──────── Material provided
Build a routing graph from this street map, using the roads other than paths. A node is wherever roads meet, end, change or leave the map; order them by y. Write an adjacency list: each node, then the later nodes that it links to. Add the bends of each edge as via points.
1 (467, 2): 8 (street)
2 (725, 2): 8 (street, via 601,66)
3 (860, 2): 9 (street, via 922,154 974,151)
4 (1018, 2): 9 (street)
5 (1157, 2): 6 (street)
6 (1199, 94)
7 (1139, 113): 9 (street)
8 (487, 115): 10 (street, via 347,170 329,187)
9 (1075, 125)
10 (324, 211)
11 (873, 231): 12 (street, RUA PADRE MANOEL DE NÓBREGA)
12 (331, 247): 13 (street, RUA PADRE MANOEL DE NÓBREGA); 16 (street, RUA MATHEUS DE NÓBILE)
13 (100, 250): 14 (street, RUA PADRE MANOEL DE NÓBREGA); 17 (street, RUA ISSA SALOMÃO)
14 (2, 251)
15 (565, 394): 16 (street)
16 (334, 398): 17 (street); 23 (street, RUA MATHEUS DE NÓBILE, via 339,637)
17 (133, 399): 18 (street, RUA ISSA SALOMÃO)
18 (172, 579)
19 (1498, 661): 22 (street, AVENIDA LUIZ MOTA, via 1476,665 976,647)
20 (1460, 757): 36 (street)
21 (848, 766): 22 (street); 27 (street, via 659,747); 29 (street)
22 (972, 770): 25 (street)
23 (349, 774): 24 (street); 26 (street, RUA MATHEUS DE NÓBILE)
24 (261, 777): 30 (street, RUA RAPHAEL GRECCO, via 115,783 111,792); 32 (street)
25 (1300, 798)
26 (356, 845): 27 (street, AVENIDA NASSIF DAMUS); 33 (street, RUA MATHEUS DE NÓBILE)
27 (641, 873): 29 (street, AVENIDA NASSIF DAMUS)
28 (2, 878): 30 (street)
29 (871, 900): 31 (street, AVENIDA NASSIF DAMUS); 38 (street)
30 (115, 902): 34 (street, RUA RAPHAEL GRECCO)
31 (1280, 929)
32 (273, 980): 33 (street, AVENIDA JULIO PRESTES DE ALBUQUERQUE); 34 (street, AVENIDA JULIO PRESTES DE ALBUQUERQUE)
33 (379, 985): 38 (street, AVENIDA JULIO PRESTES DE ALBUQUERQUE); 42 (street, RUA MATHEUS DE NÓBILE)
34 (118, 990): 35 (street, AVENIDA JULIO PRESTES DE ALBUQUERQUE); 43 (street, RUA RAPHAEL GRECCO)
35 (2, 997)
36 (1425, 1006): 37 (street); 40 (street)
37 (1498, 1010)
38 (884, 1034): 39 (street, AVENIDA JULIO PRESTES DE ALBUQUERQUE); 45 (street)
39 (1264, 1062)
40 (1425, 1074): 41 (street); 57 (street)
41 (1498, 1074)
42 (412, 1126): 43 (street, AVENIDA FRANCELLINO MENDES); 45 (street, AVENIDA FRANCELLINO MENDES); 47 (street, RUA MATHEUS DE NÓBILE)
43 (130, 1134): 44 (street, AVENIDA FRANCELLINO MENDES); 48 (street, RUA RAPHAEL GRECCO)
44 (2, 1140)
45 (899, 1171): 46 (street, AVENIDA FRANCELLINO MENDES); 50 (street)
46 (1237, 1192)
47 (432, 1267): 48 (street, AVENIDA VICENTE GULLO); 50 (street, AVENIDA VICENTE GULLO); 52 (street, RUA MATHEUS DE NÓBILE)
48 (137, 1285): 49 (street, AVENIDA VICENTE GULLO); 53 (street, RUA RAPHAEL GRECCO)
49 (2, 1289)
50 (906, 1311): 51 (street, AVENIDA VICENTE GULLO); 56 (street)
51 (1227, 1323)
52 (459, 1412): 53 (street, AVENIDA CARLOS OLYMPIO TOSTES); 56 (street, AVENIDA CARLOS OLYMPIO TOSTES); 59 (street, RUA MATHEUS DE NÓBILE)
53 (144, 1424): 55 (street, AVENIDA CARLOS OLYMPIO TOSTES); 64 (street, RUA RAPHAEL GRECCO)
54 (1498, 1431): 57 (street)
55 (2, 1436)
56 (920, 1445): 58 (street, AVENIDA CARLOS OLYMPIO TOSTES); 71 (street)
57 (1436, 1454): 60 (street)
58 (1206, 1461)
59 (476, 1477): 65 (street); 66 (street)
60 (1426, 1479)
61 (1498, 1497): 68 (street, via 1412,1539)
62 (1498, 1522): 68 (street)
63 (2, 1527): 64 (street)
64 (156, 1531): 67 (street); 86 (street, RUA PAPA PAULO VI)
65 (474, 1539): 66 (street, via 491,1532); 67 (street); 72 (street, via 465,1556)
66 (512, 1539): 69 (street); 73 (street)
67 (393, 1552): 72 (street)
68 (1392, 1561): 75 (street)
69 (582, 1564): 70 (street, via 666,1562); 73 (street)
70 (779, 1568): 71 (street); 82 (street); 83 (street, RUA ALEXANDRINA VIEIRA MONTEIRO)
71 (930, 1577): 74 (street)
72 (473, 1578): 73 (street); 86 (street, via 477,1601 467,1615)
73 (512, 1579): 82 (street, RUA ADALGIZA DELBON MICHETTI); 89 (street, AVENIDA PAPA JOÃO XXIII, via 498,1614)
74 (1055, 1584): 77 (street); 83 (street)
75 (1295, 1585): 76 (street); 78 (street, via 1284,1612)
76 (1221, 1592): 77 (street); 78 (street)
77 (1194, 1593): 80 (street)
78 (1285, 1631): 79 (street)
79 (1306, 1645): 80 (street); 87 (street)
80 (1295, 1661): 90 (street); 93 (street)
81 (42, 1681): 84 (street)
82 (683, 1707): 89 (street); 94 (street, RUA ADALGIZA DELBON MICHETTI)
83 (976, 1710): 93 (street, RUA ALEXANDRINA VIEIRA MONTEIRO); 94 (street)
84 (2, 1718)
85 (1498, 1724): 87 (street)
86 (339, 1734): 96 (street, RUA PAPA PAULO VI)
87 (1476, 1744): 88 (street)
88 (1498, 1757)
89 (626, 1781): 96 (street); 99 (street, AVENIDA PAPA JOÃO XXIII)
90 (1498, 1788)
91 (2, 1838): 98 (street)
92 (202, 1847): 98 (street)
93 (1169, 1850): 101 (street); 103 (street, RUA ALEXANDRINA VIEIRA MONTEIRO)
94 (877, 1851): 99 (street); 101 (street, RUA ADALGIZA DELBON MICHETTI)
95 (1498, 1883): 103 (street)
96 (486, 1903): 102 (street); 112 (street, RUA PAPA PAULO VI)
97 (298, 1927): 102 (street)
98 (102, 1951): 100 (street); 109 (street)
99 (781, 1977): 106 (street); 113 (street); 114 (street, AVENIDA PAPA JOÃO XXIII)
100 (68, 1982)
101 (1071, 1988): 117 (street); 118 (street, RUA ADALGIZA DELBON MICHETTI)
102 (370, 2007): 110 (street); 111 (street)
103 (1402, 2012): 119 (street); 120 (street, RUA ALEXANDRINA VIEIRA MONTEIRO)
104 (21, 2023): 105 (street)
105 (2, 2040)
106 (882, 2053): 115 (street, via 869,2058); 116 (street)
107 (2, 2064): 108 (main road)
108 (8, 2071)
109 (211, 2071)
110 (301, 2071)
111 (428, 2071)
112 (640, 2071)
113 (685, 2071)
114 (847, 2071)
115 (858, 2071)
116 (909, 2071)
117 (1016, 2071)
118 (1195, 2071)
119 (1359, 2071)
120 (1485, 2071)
────────────────
Across the entries, work out how many lines hold the word "JOÃO". Reply with that number only.

3